- Children: Qingjie
- Parent: Ji Ju

= Gong Liu =

Nobleman of ancient China

Duke Liu (公刘 (公劉, Gōng Liú)) was a noble of ancient China. He was an important early leader of the Ji clan, which later founded the Zhou dynasty. His father was Ji Ju.

==Ancestry==
In Chinese mythology, the Zhou lineage traditionally began with a consort of the Emperor Ku, who miraculously conceived "the Abandoned One" after stepping into a divine footprint. His son Buzhu was said to be displeased with the decadence of the Xia court and to have resigned his post as director of agriculture, moving the clan to Tai.
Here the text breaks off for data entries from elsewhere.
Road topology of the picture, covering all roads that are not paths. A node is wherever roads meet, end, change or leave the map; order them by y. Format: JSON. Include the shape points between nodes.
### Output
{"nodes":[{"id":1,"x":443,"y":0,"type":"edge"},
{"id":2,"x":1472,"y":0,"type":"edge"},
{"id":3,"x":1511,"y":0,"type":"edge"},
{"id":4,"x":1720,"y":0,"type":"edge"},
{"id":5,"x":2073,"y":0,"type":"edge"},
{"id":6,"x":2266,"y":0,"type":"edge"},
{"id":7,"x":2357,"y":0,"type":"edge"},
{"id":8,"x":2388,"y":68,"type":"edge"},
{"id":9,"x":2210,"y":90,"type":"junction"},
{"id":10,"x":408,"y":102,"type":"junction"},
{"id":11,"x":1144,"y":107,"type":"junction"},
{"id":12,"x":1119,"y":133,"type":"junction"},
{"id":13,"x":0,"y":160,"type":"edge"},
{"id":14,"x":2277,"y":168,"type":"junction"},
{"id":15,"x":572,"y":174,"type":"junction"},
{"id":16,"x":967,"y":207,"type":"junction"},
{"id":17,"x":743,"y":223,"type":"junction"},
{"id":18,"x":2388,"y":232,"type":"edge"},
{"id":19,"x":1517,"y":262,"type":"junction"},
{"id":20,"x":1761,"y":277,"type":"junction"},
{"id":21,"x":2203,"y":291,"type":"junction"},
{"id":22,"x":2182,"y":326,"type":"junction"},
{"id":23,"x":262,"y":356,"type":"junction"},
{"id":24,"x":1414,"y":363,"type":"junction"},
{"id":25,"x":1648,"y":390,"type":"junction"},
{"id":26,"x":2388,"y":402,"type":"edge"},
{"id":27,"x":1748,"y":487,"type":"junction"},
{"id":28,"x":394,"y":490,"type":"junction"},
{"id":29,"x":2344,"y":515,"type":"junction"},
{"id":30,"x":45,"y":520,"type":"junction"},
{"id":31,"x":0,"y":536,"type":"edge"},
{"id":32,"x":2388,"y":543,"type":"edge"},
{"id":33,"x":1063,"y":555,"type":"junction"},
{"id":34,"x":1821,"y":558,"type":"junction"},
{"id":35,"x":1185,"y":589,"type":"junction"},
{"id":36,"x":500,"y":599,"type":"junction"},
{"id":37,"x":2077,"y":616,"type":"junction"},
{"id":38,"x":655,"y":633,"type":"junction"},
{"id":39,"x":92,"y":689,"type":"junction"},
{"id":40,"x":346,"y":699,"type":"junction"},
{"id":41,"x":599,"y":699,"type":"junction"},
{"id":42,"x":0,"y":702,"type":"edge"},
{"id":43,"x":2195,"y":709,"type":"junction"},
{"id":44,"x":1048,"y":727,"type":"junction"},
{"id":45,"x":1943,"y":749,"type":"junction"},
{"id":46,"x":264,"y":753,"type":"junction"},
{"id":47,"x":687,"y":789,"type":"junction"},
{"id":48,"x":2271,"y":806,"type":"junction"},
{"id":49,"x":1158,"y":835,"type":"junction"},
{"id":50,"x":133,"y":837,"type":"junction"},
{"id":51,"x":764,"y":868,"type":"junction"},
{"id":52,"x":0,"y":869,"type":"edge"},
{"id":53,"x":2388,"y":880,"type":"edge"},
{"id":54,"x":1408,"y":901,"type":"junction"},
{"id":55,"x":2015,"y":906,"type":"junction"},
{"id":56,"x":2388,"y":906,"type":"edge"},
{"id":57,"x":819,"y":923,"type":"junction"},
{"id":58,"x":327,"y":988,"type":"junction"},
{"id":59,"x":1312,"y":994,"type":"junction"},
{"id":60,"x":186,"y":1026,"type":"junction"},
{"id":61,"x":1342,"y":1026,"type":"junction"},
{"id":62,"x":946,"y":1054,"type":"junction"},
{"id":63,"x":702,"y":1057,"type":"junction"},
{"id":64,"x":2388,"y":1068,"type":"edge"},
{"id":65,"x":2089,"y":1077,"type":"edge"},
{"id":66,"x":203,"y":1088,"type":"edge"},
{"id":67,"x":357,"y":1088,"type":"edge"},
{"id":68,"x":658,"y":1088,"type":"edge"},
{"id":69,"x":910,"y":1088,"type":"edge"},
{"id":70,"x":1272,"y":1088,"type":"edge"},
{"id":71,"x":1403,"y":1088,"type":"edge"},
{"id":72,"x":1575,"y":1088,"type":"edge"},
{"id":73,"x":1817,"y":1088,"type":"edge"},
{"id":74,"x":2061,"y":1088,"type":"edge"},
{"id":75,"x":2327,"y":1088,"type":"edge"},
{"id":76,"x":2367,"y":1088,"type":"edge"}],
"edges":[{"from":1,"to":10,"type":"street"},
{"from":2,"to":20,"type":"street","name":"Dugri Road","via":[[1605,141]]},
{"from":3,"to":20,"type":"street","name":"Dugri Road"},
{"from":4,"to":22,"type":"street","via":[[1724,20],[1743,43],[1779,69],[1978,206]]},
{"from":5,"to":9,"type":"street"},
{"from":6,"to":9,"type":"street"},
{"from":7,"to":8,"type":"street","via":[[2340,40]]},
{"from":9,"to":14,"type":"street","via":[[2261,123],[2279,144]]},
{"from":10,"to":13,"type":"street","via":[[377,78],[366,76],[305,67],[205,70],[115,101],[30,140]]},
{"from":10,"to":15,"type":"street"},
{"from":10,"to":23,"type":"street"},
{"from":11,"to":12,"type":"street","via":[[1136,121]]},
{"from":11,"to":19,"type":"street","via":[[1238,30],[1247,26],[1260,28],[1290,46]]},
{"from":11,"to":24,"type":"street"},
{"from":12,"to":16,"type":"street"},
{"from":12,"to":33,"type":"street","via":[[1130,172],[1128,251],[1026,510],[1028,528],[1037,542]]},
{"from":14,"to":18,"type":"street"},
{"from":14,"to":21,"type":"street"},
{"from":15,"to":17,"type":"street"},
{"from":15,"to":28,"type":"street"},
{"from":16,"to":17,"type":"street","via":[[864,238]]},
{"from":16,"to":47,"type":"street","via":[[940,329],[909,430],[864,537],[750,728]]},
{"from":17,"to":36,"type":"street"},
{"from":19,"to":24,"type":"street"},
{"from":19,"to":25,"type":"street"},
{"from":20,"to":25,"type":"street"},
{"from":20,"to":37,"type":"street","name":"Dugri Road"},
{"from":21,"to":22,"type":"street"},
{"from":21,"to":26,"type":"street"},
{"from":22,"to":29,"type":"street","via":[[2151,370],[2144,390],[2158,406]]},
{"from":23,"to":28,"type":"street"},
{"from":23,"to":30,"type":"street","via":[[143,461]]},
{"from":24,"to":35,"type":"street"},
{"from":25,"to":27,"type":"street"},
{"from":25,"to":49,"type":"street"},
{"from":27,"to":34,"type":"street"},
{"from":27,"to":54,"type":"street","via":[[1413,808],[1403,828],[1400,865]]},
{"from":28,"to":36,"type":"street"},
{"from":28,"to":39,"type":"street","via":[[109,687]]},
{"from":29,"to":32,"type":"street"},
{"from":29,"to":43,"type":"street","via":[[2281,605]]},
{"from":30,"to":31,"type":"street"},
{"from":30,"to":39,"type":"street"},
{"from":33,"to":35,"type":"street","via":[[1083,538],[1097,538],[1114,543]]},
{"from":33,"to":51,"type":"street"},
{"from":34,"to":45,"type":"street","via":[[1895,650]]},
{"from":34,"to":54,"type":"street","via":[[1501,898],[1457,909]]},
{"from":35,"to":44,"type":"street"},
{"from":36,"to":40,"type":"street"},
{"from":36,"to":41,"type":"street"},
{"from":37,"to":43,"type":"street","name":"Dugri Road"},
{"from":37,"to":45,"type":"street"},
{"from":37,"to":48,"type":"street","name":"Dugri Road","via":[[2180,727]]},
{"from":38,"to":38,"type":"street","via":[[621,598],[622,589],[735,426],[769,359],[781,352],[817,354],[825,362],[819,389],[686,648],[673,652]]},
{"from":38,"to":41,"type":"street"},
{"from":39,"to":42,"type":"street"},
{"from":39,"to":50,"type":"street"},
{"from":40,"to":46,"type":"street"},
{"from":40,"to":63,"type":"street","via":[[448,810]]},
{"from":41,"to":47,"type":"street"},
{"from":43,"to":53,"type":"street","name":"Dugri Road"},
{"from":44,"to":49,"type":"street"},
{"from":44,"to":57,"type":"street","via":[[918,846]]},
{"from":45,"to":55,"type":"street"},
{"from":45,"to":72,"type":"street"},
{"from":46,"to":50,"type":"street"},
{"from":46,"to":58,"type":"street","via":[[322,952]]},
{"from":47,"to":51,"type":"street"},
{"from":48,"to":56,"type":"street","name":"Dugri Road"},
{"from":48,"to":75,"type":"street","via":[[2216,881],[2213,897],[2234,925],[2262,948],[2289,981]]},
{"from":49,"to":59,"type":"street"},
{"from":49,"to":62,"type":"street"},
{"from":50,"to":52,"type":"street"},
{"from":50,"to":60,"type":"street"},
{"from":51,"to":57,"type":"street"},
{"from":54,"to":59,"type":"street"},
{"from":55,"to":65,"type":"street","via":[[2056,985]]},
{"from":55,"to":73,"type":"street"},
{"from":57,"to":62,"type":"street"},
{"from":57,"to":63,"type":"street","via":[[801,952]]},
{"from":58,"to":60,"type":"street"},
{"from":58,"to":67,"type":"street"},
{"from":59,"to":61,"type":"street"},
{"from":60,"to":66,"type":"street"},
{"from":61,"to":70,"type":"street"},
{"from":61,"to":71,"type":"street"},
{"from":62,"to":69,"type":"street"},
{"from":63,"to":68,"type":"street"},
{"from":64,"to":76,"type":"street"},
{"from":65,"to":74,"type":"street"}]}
Either Buzhu or his heir Ji Ju abandoned agriculture entirely and enjoyed living the nomadic lifestyle of their Rong and Di barbarian neighbors.

==History==
Gong Liu was credited with restoring agriculture among his people and leading them to their subsequent prosperity. He led his people away from their new home at Tai to a new place called Bin, where they prospered at the expense of neighboring Rong tribes. His son was Qingjie. He used natural resources from across the Wei River to build storages for travellers and farmers. Many aristocrats embraced his leadership and moved to the area looking for protection.

After Zhou’s defeat of the Shang at Muye and the establishment of the Kingdom of Zhou, Gong Liu was commemorated with an ode among the Great Hymns in the Chinese classic Book of Songs. This ode tells the story of the preparations and move to Bin.